YOUR INSTRUCTIONS - Among the entries below, tally the lines that include "paths", and give the number alone.

WORKING DATA -
──────────────────────────────

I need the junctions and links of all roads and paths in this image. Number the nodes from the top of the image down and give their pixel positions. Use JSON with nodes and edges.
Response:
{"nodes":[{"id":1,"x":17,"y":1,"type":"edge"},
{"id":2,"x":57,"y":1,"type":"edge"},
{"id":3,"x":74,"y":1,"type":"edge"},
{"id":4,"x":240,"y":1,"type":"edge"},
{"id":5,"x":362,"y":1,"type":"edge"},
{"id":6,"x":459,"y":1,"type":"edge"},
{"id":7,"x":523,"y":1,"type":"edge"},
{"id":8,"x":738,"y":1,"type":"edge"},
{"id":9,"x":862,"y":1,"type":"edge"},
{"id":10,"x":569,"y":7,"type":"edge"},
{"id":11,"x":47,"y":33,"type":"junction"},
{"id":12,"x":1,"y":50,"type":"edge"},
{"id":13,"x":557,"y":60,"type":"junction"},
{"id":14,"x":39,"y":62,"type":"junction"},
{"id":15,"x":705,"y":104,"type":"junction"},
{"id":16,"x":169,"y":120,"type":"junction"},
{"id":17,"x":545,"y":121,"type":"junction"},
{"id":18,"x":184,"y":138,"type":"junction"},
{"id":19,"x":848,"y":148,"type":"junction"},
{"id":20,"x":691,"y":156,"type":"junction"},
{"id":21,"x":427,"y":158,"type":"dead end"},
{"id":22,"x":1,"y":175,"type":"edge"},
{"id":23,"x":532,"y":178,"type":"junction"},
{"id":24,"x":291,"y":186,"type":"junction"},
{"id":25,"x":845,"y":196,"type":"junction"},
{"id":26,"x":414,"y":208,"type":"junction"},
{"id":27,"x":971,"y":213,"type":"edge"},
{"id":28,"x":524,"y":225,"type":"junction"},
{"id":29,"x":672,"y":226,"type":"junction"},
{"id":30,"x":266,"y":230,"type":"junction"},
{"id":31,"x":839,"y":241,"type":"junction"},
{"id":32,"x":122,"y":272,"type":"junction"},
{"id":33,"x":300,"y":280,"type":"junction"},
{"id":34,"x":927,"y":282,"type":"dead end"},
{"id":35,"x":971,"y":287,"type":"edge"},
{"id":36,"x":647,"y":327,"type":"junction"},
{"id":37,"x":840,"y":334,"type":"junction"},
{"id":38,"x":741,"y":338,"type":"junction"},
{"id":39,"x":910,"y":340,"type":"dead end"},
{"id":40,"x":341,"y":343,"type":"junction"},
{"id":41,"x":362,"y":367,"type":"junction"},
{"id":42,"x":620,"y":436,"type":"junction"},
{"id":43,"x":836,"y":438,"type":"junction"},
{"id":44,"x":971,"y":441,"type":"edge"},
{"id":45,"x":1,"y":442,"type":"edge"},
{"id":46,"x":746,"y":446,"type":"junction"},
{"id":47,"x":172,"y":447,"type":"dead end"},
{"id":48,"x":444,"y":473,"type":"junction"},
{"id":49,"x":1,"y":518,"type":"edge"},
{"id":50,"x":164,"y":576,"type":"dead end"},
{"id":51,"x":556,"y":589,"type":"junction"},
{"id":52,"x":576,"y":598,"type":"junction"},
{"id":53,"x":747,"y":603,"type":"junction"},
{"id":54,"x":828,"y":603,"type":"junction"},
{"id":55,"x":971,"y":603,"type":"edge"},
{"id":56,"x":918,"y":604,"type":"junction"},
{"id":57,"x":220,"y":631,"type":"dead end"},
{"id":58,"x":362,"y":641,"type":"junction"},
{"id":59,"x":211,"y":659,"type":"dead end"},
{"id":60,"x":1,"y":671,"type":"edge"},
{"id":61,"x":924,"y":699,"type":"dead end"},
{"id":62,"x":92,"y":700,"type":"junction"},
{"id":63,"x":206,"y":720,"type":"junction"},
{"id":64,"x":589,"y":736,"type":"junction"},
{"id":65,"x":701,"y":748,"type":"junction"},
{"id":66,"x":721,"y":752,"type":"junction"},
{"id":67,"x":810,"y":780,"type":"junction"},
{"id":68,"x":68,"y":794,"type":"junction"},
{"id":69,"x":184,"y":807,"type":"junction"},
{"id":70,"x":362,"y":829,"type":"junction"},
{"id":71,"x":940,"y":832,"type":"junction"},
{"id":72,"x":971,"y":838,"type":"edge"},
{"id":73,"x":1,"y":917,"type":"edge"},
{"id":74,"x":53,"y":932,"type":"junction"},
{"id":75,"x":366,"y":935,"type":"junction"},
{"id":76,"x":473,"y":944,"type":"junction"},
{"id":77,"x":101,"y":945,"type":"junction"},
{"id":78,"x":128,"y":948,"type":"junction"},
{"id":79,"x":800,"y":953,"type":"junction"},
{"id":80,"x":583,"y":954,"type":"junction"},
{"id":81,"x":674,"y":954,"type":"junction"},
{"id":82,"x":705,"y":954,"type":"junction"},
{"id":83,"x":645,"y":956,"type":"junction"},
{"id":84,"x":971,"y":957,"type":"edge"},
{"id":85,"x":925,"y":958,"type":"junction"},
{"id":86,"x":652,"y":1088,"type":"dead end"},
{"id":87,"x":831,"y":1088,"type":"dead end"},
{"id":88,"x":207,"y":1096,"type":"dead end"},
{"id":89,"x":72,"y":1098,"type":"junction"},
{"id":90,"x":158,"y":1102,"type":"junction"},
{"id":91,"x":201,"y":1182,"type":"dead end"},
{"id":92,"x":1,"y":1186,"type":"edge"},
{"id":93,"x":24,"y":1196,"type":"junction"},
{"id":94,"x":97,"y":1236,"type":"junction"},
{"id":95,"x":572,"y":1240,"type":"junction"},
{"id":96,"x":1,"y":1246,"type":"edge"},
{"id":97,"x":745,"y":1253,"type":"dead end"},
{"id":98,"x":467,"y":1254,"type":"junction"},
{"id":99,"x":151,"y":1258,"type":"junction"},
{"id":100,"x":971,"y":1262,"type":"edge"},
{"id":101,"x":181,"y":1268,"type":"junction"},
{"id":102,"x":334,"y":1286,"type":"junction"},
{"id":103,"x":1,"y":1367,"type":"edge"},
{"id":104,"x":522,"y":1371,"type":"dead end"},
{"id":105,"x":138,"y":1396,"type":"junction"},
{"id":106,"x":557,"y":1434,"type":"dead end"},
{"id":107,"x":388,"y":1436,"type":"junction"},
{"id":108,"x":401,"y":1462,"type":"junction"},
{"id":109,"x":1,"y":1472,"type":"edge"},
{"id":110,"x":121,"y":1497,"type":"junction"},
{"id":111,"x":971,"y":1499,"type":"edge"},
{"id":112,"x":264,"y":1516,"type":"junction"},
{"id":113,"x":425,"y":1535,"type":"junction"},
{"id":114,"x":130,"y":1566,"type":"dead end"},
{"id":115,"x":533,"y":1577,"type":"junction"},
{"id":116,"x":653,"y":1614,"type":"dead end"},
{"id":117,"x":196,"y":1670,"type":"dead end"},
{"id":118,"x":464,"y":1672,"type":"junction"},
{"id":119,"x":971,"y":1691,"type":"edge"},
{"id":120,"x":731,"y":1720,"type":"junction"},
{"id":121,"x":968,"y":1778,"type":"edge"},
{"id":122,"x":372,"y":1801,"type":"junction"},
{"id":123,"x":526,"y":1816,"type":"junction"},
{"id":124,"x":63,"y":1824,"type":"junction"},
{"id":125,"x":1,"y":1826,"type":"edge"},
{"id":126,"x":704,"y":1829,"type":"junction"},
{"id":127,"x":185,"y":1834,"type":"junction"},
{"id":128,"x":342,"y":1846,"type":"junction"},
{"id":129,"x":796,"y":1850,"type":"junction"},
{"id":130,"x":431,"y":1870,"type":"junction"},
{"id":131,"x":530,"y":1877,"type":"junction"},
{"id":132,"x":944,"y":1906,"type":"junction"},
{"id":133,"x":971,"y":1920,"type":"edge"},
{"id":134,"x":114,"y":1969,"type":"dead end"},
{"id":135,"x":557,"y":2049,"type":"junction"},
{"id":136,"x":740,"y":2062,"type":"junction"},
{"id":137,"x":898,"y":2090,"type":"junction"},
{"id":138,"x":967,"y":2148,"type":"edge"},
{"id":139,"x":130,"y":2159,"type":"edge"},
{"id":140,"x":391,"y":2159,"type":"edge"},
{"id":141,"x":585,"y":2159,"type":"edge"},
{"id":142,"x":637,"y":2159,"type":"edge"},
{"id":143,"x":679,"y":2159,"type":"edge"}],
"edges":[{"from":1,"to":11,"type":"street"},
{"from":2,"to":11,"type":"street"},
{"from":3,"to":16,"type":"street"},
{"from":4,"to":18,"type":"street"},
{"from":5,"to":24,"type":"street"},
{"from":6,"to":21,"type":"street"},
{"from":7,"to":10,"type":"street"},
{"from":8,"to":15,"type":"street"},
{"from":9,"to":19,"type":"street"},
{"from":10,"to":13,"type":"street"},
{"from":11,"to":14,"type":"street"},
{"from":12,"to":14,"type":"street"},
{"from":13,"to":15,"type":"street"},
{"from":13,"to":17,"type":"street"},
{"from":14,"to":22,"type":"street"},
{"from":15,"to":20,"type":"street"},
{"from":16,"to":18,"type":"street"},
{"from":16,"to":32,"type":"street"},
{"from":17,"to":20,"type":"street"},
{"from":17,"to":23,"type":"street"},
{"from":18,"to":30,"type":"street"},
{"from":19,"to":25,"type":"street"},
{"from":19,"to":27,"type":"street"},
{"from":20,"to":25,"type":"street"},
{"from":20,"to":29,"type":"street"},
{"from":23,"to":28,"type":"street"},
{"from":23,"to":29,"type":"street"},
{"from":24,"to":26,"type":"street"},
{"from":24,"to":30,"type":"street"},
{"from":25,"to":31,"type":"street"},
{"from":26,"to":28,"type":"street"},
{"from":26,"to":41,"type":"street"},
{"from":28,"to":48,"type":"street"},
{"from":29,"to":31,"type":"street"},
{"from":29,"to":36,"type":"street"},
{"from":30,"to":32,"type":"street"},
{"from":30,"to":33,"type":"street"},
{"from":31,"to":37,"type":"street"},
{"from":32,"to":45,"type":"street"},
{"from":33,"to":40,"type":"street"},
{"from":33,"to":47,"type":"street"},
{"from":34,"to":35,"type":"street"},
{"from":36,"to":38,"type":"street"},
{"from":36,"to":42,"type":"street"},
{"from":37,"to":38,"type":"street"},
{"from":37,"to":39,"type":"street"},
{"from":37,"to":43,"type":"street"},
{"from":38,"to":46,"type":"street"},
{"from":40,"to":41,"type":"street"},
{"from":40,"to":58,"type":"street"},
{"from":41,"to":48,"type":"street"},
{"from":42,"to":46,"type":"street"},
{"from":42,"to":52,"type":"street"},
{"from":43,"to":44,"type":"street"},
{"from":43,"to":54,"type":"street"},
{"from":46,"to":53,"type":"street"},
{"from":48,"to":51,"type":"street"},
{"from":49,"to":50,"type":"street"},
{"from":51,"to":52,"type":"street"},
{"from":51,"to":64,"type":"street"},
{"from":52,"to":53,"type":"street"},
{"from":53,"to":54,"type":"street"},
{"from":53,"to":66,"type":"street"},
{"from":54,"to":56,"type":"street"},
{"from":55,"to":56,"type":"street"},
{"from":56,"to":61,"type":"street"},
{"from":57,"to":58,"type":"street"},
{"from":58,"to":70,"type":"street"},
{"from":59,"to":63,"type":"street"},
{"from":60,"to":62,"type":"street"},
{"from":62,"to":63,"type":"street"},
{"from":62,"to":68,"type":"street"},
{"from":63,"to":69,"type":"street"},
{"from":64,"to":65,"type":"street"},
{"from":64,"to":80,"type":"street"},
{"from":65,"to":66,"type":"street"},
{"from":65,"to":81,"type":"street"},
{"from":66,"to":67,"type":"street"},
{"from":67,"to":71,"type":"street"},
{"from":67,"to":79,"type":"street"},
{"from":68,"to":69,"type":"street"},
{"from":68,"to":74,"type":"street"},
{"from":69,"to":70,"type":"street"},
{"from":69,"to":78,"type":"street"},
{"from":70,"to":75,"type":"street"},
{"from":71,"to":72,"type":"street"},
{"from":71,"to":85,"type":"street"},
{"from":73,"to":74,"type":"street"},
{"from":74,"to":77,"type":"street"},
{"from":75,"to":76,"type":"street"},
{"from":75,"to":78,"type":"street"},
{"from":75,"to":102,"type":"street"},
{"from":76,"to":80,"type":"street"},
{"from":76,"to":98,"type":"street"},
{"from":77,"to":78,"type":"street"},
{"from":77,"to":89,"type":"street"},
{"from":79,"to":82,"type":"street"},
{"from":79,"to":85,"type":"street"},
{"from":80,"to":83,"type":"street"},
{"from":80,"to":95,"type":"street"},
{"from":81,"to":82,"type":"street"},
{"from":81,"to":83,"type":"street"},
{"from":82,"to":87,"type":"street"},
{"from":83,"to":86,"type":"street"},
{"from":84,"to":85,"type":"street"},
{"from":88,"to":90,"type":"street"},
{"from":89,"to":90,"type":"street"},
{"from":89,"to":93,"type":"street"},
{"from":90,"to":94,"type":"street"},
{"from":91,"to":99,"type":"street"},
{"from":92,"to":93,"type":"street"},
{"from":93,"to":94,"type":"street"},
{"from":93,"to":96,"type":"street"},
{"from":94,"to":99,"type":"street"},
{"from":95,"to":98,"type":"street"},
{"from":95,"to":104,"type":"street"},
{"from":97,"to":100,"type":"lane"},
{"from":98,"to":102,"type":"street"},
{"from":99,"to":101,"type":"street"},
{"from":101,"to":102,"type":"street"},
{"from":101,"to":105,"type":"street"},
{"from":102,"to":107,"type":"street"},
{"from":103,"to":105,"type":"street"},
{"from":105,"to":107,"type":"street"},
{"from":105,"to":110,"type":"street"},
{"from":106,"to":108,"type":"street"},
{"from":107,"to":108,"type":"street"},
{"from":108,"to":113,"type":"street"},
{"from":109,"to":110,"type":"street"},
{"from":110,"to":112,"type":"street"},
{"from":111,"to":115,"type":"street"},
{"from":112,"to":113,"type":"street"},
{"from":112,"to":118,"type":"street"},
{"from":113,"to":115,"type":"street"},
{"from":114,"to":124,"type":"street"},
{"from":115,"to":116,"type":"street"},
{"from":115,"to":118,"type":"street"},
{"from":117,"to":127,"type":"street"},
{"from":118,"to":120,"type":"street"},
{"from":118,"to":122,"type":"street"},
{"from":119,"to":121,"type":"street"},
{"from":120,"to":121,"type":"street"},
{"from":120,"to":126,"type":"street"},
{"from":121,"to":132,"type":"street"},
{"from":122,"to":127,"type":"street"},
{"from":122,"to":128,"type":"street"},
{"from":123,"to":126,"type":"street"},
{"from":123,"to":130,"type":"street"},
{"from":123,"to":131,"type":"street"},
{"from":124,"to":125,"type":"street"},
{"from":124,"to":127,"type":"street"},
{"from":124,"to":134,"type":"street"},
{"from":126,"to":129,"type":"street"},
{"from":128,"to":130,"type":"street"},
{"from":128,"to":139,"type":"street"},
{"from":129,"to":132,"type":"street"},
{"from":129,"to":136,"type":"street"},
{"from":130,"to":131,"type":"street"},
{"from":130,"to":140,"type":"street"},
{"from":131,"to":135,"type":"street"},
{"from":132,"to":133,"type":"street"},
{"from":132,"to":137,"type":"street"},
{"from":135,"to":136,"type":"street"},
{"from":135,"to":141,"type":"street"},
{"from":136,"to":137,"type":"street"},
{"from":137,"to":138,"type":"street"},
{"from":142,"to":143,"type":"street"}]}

──────────────────────────────

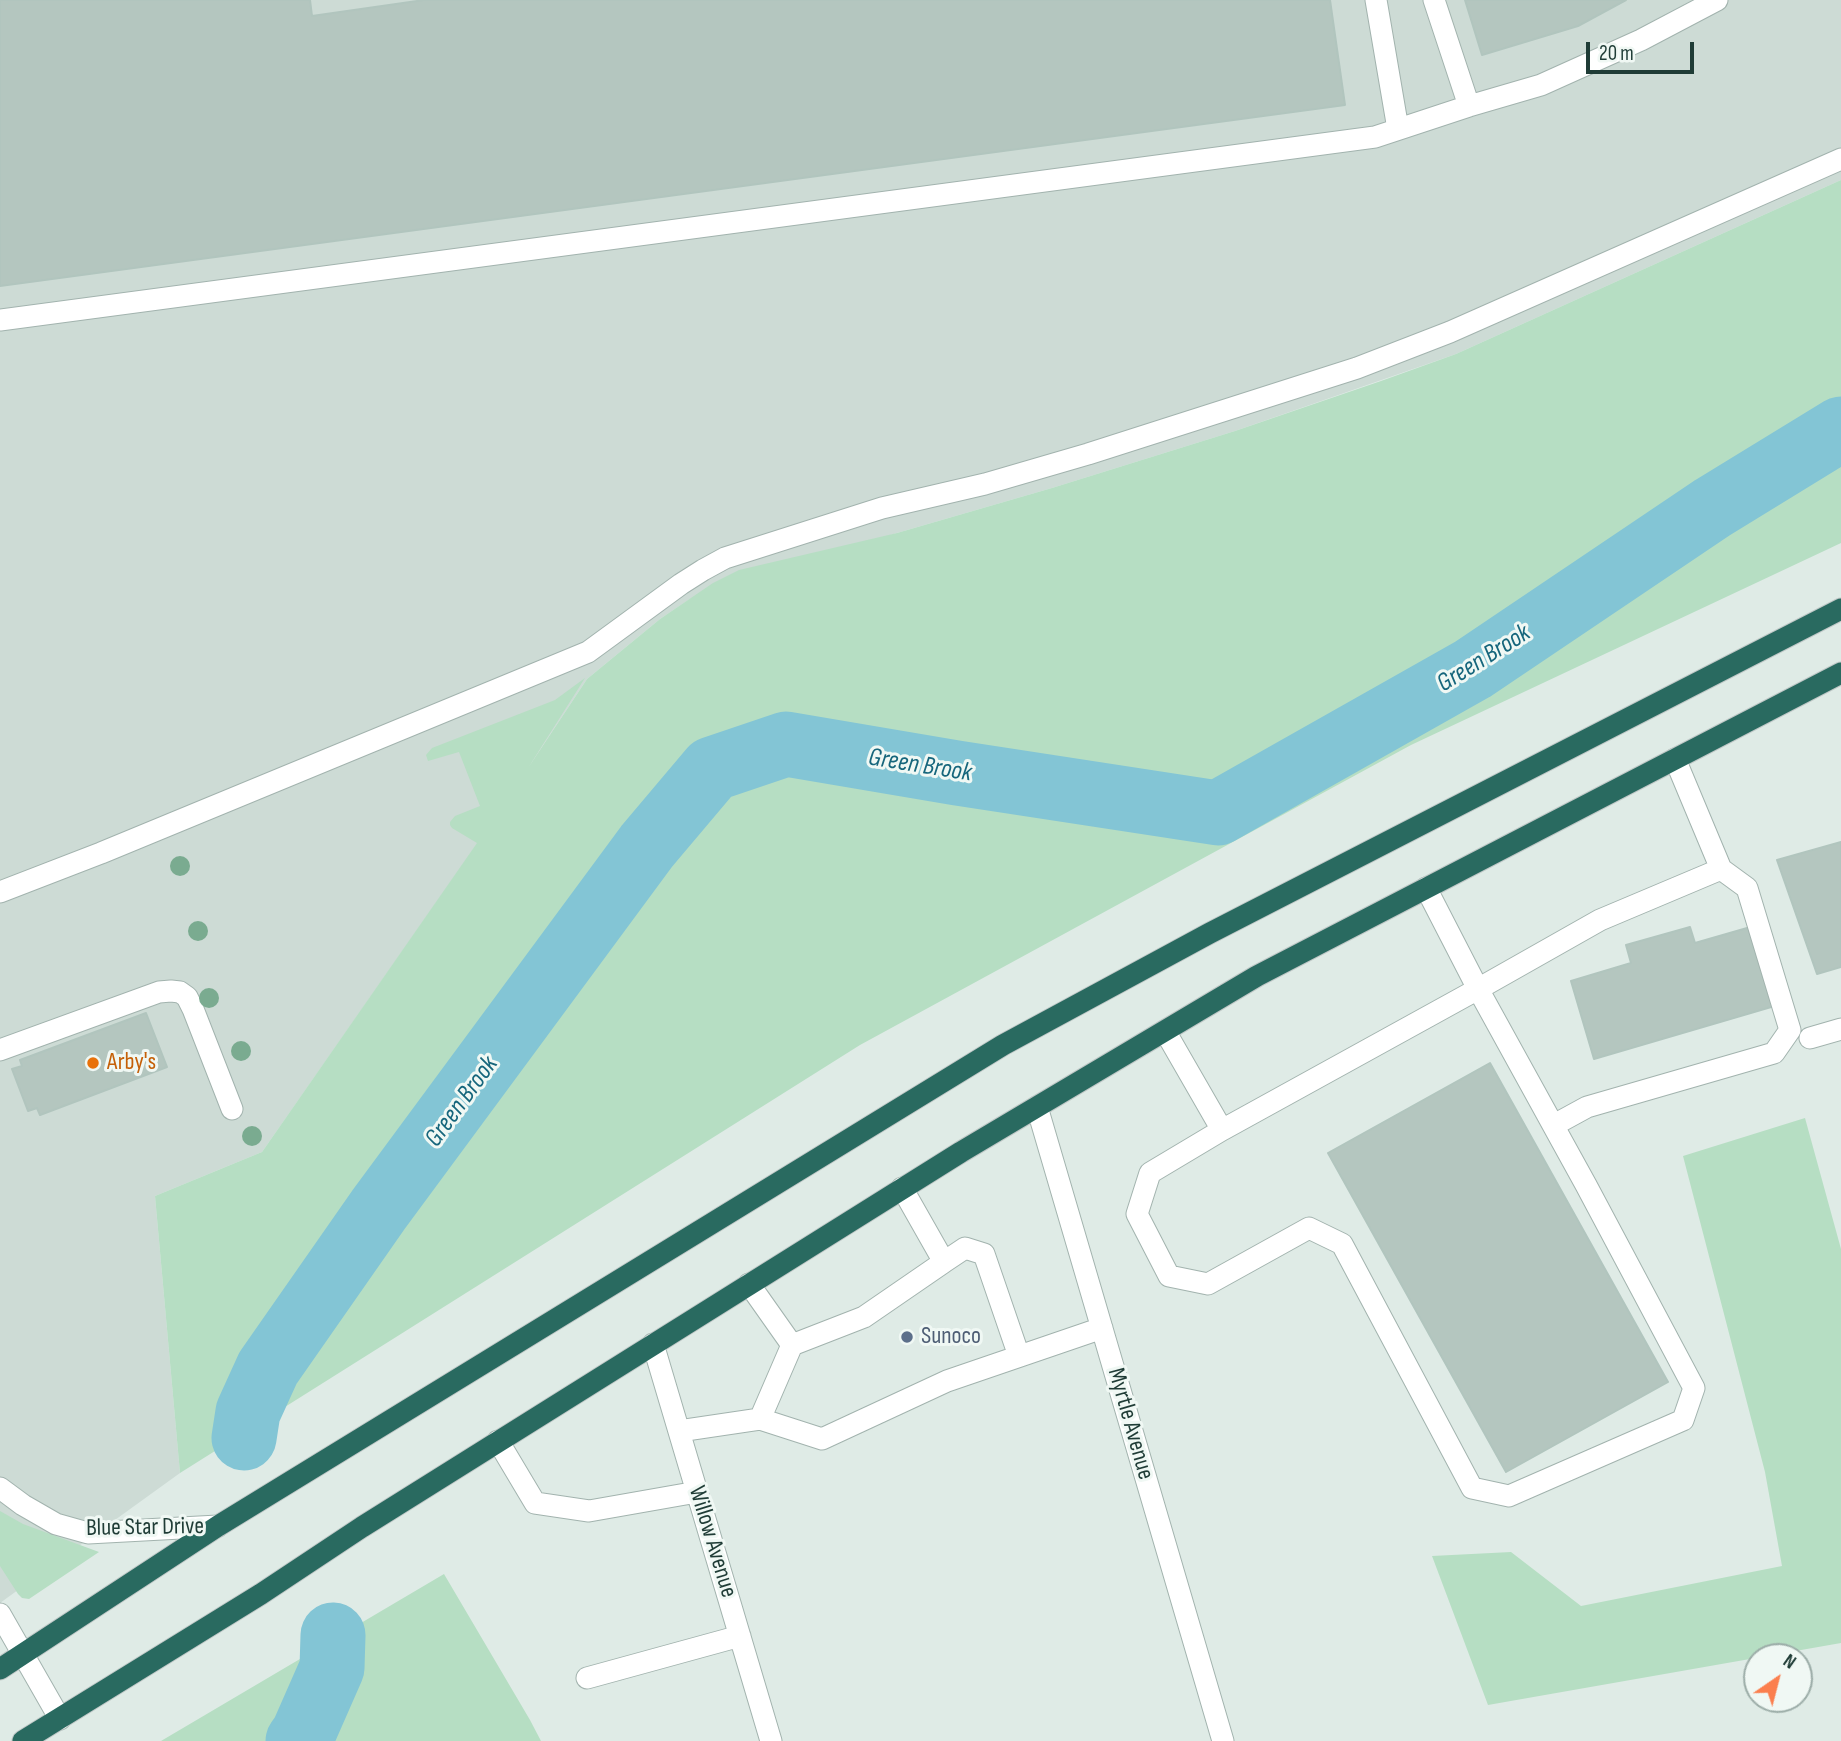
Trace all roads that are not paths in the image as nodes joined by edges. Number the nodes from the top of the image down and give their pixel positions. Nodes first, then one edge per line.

──────────────────────────────

ANSWER - 2